Monday, March 15, 2010

Spring Training Records Matter, A Little

I thought I would take a look at whether spring training records matter or not. Clearly the teams are not playing to win. But, in the extreme, my guess is any MLB roster spring training effort is going to be much better than, say, a high school team's effort. An extreme example, but I was curious if spring records convey any predictive value to what is going to happen in the regular season.

My answer is that they do, a little. Or, better put, they do some seasons. I looked at the latest 8 seasons (2002-09). In 5 of those seasons you had a positive correlation between spring training win percent and regular season. In three years you have very little or slightly negative correlations, but in the other 5 you have reasonably positive correlations.




So it is never a bad thing to have a good record. At worst it says nothing about your regular season, but other years it says you will probably have a decent season.


The trends in 2007-09 may just be random but it will be interesting to see what happens in 2010.

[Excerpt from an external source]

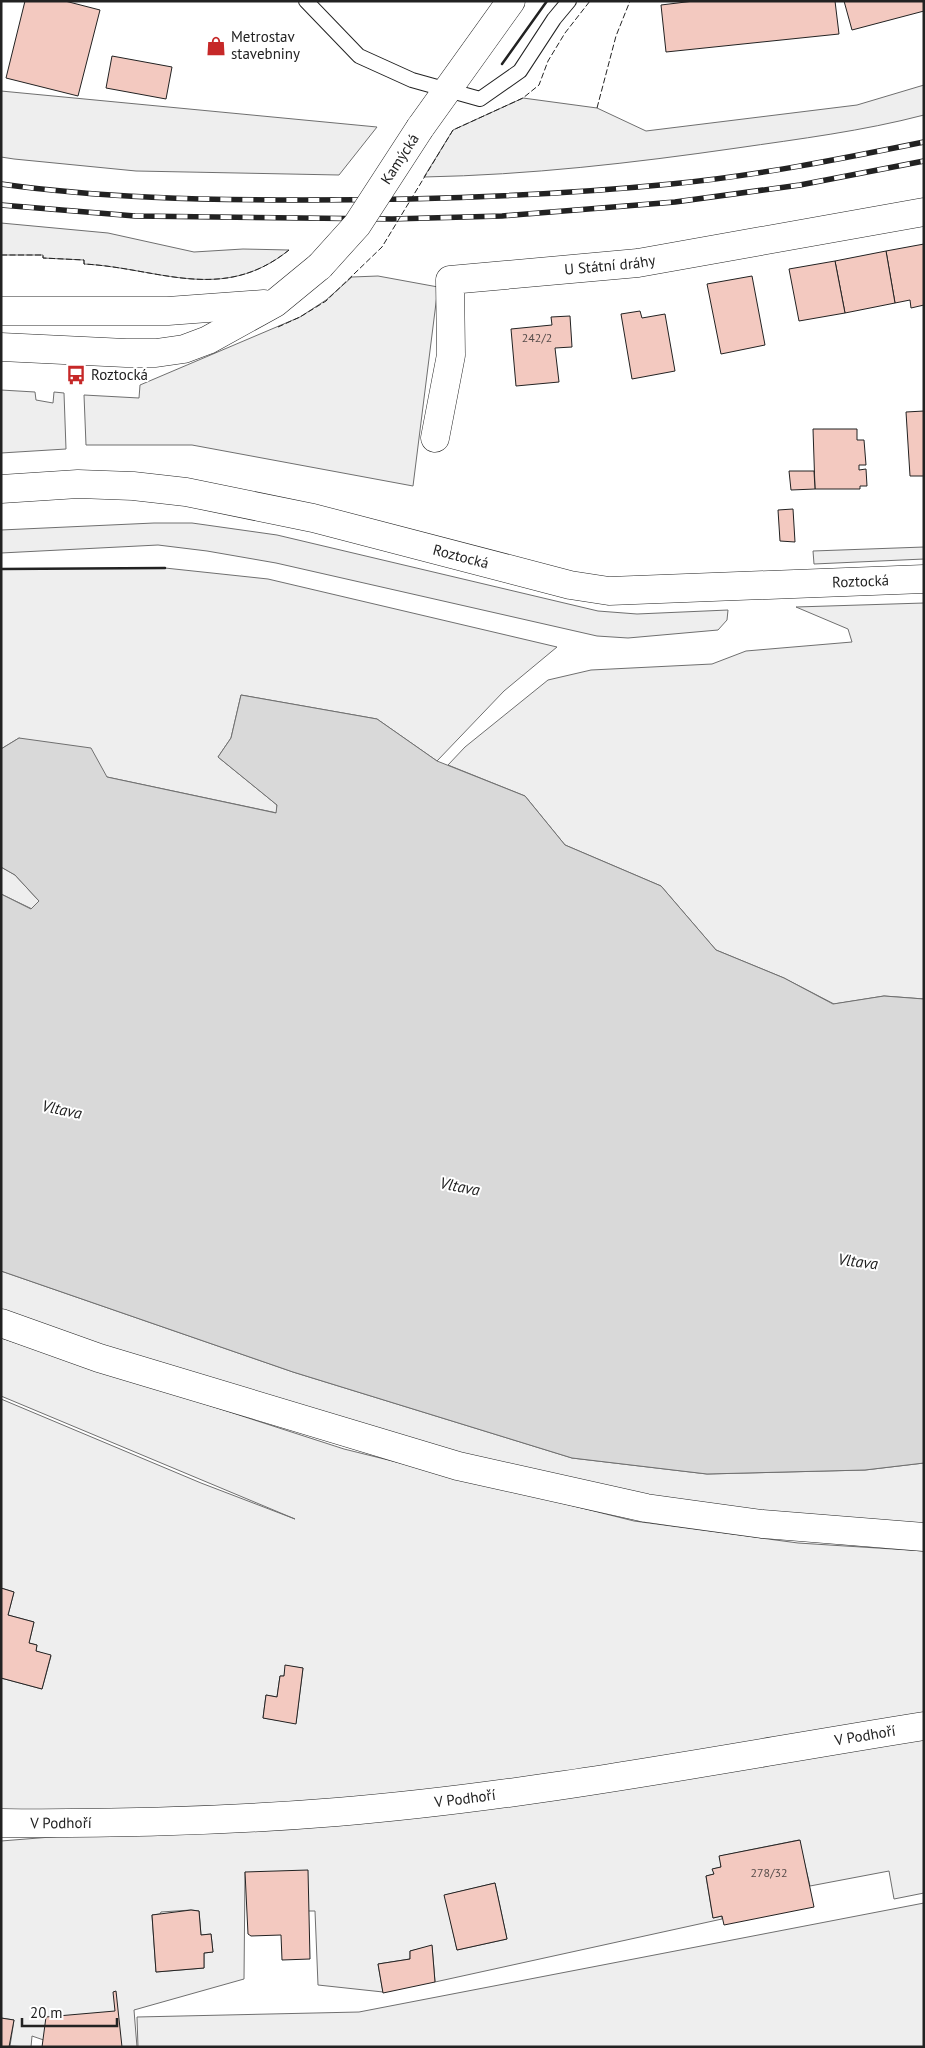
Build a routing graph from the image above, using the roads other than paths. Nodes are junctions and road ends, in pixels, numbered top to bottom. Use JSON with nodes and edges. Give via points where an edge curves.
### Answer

Another way too look at this is to group teams by their spring records and see what their average winning percentage was for the regular season:




x is the spring winning percentage (x axis) and the vertical is regular season winning percentage. So, if you had a .400 or worse winning percentage in the spring season of 2009, you are the left most column. So there is some correlation. There is wide variation, but still, a relationship. 2009 was a particularly strong correlation (.385). So for all 8 years:




Looks kind of similar to the 2009 numbers. Interesting that the teams that did very poorly (x<.400) generally do better than those that do less poorly (x<.450). I wonder if that is because the teams that know they are going to be bad try a bit harder to win games in spring training because they hope it will translate into some lift in the regular season vs. those that recognize that the games do not matter.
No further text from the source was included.